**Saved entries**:
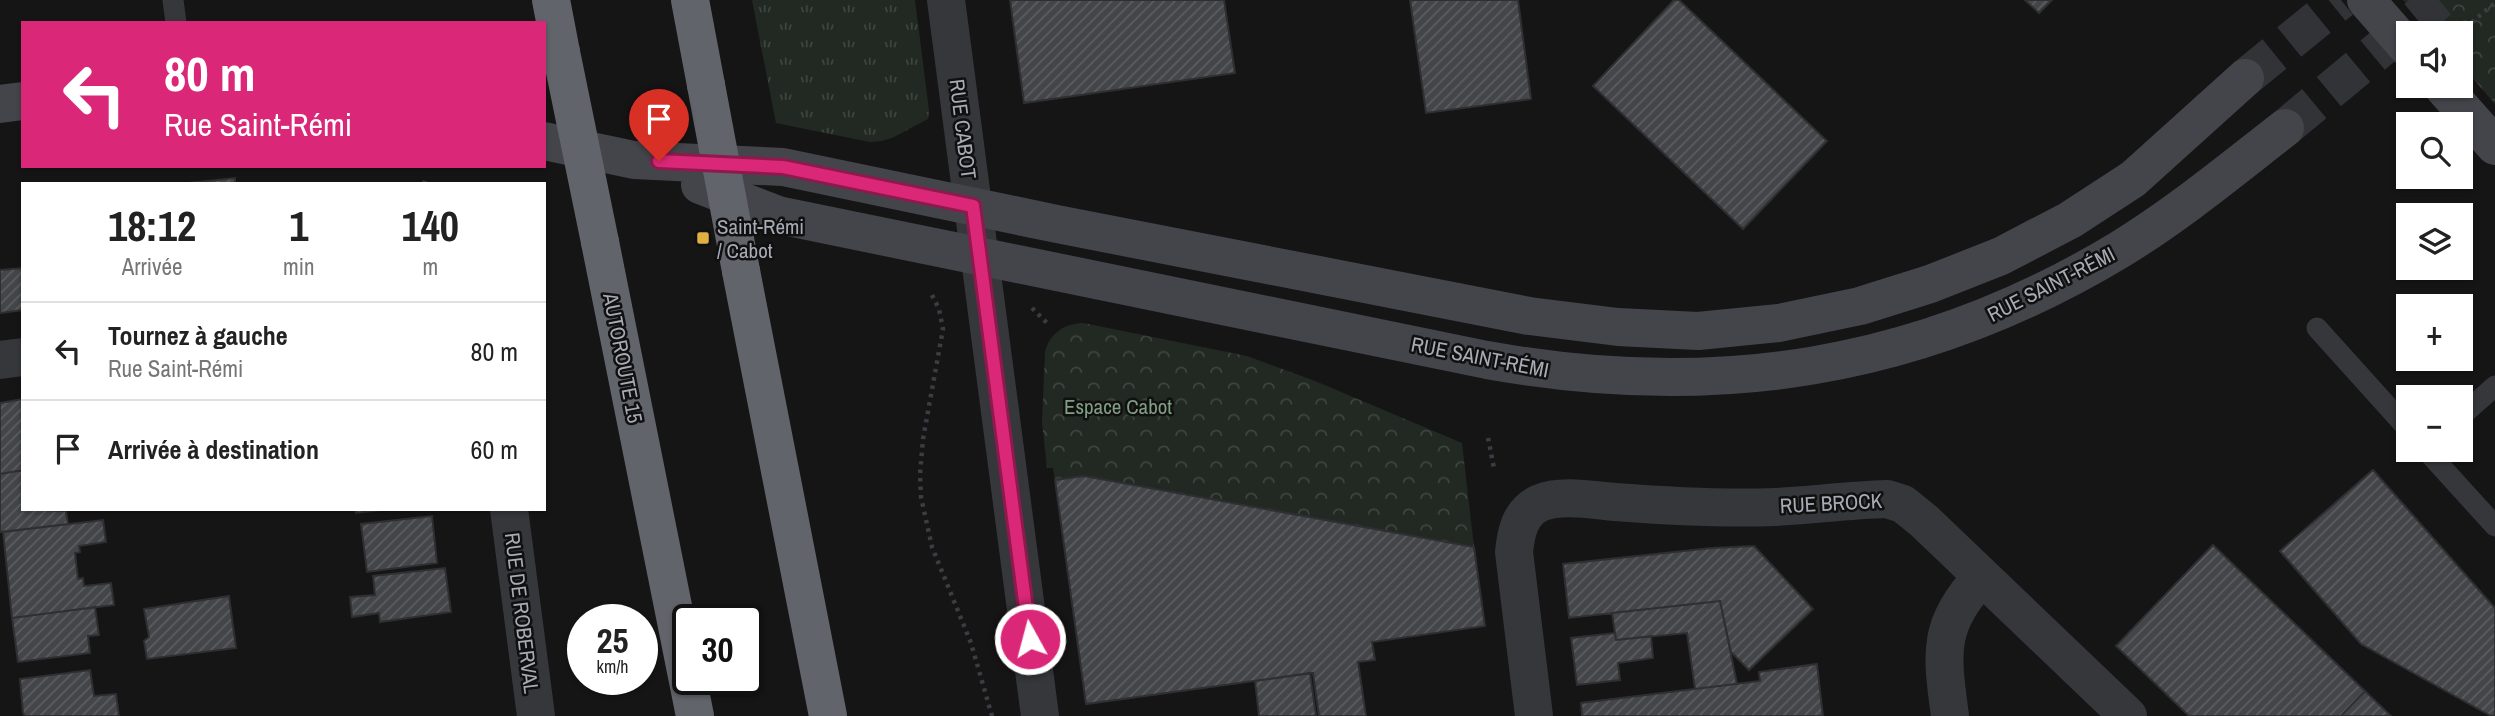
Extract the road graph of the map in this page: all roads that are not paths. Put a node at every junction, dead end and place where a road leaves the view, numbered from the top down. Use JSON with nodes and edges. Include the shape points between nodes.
{"nodes":[{"id":1,"x":173,"y":0,"type":"edge"},
{"id":2,"x":551,"y":0,"type":"edge"},
{"id":3,"x":690,"y":0,"type":"edge"},
{"id":4,"x":946,"y":0,"type":"edge"},
{"id":5,"x":2366,"y":0,"type":"edge"},
{"id":6,"x":176,"y":21,"type":"edge"},
{"id":7,"x":2396,"y":34,"type":"edge"},
{"id":8,"x":2245,"y":78,"type":"tunnel mouth"},
{"id":9,"x":2453,"y":98,"type":"edge"},
{"id":10,"x":21,"y":101,"type":"edge"},
{"id":11,"x":0,"y":104,"type":"edge"},
{"id":12,"x":2286,"y":128,"type":"tunnel mouth"},
{"id":13,"x":546,"y":141,"type":"edge"},
{"id":14,"x":2495,"y":146,"type":"edge"},
{"id":15,"x":634,"y":160,"type":"junction"},
{"id":16,"x":973,"y":206,"type":"junction"},
{"id":17,"x":979,"y":256,"type":"junction"},
{"id":18,"x":2317,"y":328,"type":"dead end"},
{"id":19,"x":21,"y":357,"type":"edge"},
{"id":20,"x":0,"y":360,"type":"edge"},
{"id":21,"x":2495,"y":386,"type":"edge"},
{"id":22,"x":2473,"y":405,"type":"edge"},
{"id":23,"x":2396,"y":416,"type":"edge"},
{"id":24,"x":2438,"y":462,"type":"edge"},
{"id":25,"x":509,"y":511,"type":"edge"},
{"id":26,"x":2495,"y":526,"type":"edge"},
{"id":27,"x":1982,"y":577,"type":"junction"},
{"id":28,"x":536,"y":716,"type":"edge"},
{"id":29,"x":695,"y":716,"type":"edge"},
{"id":30,"x":828,"y":716,"type":"edge"},
{"id":31,"x":1040,"y":716,"type":"edge"},
{"id":32,"x":1534,"y":716,"type":"edge"},
{"id":33,"x":1950,"y":716,"type":"edge"},
{"id":34,"x":2128,"y":716,"type":"edge"}],
"edges":[{"from":1,"to":6,"type":"lane"},
{"from":2,"to":29,"type":"highway","name":"AUTOROUTE 15","bridge":true},
{"from":3,"to":30,"type":"highway","bridge":true},
{"from":4,"to":16,"type":"street","name":"RUE CABOT"},
{"from":5,"to":7,"type":"main road"},
{"from":8,"to":16,"type":"main road","name":"RUE SAINT-RÉMI","via":[[2133,179],[2070,220],[2001,256],[1860,306],[1740,327],[1659,330],[1529,316]]},
{"from":9,"to":14,"type":"main road"},
{"from":10,"to":11,"type":"main road"},
{"from":12,"to":17,"type":"main road","name":"RUE SAINT-RÉMI","via":[[2151,230],[2010,308],[1903,346],[1761,373],[1656,378],[1545,370]]},
{"from":13,"to":15,"type":"main road","name":"RUE SAINT-RÉMI"},
{"from":15,"to":16,"type":"main road","name":"RUE SAINT-RÉMI","via":[[783,167]]},
{"from":15,"to":17,"type":"main road","name":"RUE SAINT-RÉMI","via":[[778,215]]},
{"from":16,"to":17,"type":"street","name":"RUE CABOT"},
{"from":17,"to":31,"type":"street","name":"RUE CABOT"},
{"from":18,"to":23,"type":"lane"},
{"from":19,"to":20,"type":"street"},
{"from":21,"to":22,"type":"lane"},
{"from":24,"to":26,"type":"lane"},
{"from":25,"to":28,"type":"street","name":"RUE DE ROBERVAL"},
{"from":27,"to":32,"type":"street","name":"RUE BROCK","via":[[1896,500],[1746,508],[1549,500],[1527,513],[1517,528],[1514,552]]},
{"from":27,"to":33,"type":"street","via":[[1954,612],[1944,641]]},
{"from":27,"to":34,"type":"street","name":"RUE BROCK"}]}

**About this task**:
Among the entries, how many lines hold the word "road"? Please answer with only that number.

**Exercise result**:
9